Id. at 357, 182 S.E.2d at
716 (Bussey, J., dissenting); see also S.C. Nat’l Bank v. S.C. Tax
Comm’n, 297 S.C. 279, 281, 376 S.E.2d 512, 513 (1989) (“In the enforcement
of tax statutes, the taxpayer should receive the benefit in cases of doubt.”).
Nevertheless, in Crescent Manufacturing Co. v. Tax Commissionn, 129 S.C.

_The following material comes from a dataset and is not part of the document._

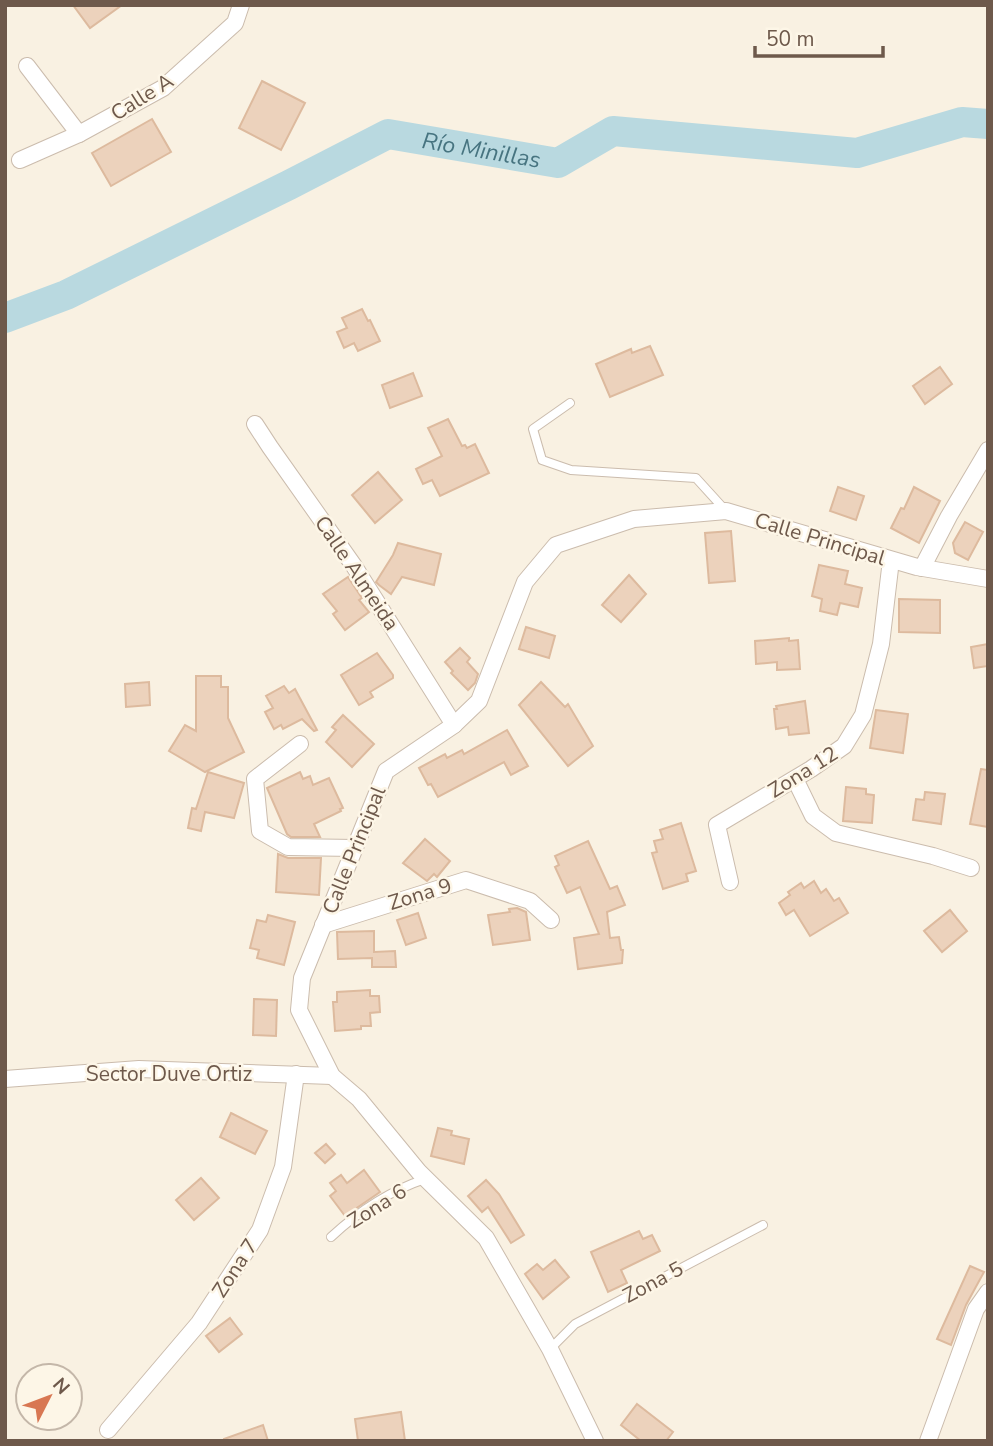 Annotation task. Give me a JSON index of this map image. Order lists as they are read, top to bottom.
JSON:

480, 124 S.E. 761 (1924), the South Carolina Supreme Court observed:
If the intent of the Legislature is apparent from an
examination and consideration of the statute as a whole, the rule of strict
construction in favor of the taxpayer has no application. That rule of strict
construction of penal laws and tax status “is subordinate to the rule of
reasonable, sensible construction, having in view effectuation of the
legislation purpose,” . . . “and does not prevent the courts from calling to
their aid all other rules of construction and giving each its appropriate scope
. . . .”
Id. at 492, 124 S.E. at 765
(citations omitted).
Here, the facts
clearly establish that Petitioner does not own any of the hotels for which it
books rooms. Petitioner also does not provide its services on-site at the
hotel. However, the requisites of Section 12-36-920(E) are not limited to hotel
owners or operators. In fact, there is no requirement that a person own the
property to meet the criterion of furnishing a room under any portion of Section
12-36-920.
Instead, Section 12-36-920(E) broadly imposes the tax on every entity in
the business of “furnishing” accommodations that are located in the State of
South Carolina to transients for consideration. Moreover, the general concept
of “furnishing” does not express a condition precedent of ownership. “Where a
word is not defined in a statute, our appellate courts have looked to the usual
dictionary meaning to supply its meaning.” Lee v. Thermal Engineering Corp.,
352 S.C. 81, 91-92, 572 S.E.2d 298, 303 (Ct. App. 2002); see also City of Charleston, S.C. v. Hotels.com, LP, 520
F.Supp.2d 757 (D.S.C. 2007) (applying the dictionary definition of “furnish” in
interpreting Section 12-36-920). “Furnish” is defined in part as “to provide
what is needed”; “supply” or “give.” Merriam-Webster's Online Dictionary,
http://www.merriam-webster.com/dictionary. None of those terms connotes
ownership. In fact, one could “furnish” items that they neither owned nor had
the authority to supply. Nevertheless, at least under the analysis in this
case, there is an implicit requirement of a person’s authority and the ability
to provide an accommodation. Here, clearly Petitioner possessed the authority
to book rooms on behalf of the hotels from which it took bookings. Thus, the
relevant issue is what Petitioner provided when it booked the hotel room(s).
In simple terms, a
customer who wishes to book a hotel room upon Petitioner’s site enters a
request to book the room. After payment is assured via a credit card,
Petitioner, through its computers, verifies the availability of the room(s)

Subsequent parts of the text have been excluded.